● SUPPLIED DATA:
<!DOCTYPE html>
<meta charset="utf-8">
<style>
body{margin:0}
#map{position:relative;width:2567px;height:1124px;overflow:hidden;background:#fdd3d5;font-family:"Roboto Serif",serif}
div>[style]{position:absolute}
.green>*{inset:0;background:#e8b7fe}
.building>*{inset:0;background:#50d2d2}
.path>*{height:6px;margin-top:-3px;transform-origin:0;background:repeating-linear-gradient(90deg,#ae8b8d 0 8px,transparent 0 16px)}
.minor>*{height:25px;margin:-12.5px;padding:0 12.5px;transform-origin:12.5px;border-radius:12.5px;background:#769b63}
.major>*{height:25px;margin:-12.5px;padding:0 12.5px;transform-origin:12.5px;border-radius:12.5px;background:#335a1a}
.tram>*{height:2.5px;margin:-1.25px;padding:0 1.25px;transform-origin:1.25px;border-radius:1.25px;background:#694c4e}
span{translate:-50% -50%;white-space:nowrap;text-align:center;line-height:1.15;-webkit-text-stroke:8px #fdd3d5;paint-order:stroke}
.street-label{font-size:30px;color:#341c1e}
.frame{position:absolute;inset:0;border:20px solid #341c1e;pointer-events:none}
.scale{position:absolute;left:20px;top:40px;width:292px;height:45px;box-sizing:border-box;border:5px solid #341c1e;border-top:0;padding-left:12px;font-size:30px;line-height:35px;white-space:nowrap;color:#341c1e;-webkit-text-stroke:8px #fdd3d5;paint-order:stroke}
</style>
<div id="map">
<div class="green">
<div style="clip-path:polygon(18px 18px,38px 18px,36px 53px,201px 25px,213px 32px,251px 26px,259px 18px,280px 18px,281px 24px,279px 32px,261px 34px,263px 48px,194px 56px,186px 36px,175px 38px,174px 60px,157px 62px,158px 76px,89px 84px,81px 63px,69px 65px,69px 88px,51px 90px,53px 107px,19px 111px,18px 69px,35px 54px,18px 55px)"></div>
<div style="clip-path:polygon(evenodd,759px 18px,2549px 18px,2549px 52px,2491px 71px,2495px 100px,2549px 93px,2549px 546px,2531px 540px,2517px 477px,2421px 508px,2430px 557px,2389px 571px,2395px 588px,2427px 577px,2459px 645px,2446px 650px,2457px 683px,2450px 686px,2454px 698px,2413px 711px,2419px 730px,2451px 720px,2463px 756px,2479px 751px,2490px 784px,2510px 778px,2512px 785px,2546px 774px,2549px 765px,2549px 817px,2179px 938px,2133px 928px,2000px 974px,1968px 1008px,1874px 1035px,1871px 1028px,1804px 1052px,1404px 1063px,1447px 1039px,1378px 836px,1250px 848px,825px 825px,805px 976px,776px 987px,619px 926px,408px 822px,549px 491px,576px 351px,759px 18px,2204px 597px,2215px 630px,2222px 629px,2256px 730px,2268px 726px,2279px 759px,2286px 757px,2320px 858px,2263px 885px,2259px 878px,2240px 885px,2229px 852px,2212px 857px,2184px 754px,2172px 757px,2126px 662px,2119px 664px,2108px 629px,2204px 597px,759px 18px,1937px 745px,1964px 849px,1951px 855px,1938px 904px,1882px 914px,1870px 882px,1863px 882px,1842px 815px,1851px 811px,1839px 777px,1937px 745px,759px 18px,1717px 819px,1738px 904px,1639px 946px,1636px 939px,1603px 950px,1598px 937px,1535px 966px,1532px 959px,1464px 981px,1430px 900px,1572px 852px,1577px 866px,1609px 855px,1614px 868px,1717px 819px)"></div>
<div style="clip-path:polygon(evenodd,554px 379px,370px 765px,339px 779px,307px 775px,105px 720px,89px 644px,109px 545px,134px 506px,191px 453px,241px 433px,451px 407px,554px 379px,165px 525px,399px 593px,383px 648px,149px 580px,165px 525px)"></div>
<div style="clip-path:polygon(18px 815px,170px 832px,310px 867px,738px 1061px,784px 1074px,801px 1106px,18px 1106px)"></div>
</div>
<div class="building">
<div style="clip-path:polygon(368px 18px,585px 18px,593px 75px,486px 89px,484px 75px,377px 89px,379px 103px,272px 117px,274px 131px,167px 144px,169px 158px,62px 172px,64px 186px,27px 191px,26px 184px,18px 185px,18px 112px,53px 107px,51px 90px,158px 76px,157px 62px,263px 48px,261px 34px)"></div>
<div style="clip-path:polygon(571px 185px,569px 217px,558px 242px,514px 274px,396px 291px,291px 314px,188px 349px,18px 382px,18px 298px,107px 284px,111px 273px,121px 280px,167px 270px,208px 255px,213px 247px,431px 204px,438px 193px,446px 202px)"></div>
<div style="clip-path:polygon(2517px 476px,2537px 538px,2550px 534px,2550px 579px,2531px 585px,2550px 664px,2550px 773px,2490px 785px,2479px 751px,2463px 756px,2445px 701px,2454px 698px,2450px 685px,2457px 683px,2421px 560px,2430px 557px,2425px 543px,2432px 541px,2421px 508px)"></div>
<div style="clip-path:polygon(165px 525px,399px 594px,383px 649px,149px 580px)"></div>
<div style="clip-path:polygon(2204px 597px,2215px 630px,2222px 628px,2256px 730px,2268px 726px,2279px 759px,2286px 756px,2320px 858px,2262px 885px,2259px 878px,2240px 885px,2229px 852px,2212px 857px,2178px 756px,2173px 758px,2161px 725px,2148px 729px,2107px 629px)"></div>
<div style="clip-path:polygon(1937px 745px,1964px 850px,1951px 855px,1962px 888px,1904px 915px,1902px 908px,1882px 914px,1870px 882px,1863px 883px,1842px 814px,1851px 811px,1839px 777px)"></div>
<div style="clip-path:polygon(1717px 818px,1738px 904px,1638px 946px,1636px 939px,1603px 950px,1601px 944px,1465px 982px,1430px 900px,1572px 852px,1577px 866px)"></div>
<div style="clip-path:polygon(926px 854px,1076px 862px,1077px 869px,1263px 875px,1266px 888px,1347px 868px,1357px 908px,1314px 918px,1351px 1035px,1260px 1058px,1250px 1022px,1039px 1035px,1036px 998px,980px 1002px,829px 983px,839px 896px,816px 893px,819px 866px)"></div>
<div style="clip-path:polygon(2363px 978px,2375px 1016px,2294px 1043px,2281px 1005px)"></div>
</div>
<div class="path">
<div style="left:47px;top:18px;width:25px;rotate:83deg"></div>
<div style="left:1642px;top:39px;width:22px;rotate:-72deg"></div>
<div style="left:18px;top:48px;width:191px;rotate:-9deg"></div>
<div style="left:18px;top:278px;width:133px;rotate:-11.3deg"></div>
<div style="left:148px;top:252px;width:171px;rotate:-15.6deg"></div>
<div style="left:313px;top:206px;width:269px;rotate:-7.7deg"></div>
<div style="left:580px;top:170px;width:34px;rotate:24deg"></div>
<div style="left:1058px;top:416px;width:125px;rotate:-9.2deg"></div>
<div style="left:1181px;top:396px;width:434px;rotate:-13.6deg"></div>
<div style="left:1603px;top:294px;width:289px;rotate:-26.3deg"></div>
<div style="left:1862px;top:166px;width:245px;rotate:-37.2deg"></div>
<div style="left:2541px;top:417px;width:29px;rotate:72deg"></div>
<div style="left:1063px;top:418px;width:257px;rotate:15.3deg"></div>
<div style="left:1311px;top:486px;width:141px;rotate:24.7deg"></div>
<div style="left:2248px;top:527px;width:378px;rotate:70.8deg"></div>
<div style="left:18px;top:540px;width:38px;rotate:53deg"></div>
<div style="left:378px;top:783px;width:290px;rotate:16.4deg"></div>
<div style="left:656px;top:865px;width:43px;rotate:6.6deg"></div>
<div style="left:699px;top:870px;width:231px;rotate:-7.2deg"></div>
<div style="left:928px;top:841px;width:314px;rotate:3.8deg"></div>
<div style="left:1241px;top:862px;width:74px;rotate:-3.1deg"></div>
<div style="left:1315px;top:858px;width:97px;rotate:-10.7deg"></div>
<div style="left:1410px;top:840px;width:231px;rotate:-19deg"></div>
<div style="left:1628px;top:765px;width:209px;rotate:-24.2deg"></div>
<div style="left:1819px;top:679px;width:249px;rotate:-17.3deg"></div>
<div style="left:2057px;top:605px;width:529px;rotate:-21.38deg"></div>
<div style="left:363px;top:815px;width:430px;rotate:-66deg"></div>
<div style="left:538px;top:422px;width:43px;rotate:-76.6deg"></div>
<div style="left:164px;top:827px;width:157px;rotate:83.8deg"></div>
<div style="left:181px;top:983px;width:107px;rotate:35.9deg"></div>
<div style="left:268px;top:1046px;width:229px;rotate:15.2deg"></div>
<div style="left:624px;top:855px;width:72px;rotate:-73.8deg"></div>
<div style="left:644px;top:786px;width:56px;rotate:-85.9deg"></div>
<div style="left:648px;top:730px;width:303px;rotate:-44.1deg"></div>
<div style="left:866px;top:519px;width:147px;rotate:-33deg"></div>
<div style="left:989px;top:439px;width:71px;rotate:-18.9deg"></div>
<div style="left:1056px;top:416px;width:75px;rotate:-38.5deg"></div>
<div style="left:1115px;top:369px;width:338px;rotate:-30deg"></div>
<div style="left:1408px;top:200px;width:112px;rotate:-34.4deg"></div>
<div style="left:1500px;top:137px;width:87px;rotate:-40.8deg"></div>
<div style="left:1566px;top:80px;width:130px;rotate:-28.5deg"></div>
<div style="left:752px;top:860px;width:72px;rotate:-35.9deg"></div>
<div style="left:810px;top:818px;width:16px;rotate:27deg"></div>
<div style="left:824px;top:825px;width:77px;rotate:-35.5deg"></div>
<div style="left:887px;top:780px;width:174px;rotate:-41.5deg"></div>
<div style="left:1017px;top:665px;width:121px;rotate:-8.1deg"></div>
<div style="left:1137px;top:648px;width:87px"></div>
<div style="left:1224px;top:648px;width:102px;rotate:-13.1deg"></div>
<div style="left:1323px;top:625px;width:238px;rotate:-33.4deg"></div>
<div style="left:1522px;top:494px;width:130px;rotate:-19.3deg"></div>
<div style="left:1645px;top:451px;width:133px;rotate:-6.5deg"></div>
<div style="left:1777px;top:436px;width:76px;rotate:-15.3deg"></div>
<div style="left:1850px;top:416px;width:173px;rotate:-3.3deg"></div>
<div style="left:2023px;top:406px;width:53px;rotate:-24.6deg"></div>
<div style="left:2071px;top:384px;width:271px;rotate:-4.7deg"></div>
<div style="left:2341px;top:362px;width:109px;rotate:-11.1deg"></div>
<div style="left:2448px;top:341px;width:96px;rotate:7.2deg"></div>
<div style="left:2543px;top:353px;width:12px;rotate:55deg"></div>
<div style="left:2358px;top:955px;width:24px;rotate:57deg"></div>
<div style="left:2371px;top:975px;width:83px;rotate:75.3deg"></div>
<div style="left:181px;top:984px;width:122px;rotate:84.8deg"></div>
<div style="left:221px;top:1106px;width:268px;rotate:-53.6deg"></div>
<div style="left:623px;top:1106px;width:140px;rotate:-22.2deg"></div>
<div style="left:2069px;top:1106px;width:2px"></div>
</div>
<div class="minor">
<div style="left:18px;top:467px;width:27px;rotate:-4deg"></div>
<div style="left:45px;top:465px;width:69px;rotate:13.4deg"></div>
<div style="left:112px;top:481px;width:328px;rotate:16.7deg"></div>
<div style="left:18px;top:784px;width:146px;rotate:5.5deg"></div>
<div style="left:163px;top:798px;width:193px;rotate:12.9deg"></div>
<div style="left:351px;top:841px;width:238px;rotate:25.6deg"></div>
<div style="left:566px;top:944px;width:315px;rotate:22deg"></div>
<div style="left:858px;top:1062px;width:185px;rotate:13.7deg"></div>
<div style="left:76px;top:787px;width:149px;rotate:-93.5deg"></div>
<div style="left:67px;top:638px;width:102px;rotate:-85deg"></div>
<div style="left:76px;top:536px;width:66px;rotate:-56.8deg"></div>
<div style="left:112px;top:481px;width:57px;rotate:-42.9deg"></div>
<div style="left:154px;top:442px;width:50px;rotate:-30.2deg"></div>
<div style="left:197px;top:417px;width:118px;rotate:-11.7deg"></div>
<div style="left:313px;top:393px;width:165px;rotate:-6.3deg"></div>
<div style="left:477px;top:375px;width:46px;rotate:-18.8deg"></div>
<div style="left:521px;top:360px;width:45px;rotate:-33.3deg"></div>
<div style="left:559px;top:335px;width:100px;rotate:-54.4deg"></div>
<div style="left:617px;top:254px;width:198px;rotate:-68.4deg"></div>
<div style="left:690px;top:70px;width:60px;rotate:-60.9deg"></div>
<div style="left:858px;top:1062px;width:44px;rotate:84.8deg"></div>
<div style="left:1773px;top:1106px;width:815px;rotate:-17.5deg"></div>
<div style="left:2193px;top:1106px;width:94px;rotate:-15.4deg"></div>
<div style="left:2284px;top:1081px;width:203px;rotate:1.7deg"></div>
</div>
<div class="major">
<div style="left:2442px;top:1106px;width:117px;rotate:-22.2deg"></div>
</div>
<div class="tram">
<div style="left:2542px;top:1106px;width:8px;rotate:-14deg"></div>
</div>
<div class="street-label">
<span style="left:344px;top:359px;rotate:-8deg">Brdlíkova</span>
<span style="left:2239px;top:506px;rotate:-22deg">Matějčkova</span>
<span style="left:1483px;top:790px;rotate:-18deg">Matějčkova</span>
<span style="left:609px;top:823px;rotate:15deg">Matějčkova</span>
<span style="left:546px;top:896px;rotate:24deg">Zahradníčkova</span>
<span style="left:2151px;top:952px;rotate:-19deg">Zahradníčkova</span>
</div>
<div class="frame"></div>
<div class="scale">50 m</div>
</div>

● WHAT TO WORK ON:
Set the material down exactly as written, starting at its first line. The line containing "0 8px,transparent 0" is the last one to include.

● TASK OUTPUT:
<!DOCTYPE html>
<meta charset="utf-8">
<style>
body{margin:0}
#map{position:relative;width:2567px;height:1124px;overflow:hidden;background:#fdd3d5;font-family:"Roboto Serif",serif}
div>[style]{position:absolute}
.green>*{inset:0;background:#e8b7fe}
.building>*{inset:0;background:#50d2d2}
.path>*{height:6px;margin-top:-3px;transform-origin:0;background:repeating-linear-gradient(90deg,#ae8b8d 0 8px,transparent 0 16px)}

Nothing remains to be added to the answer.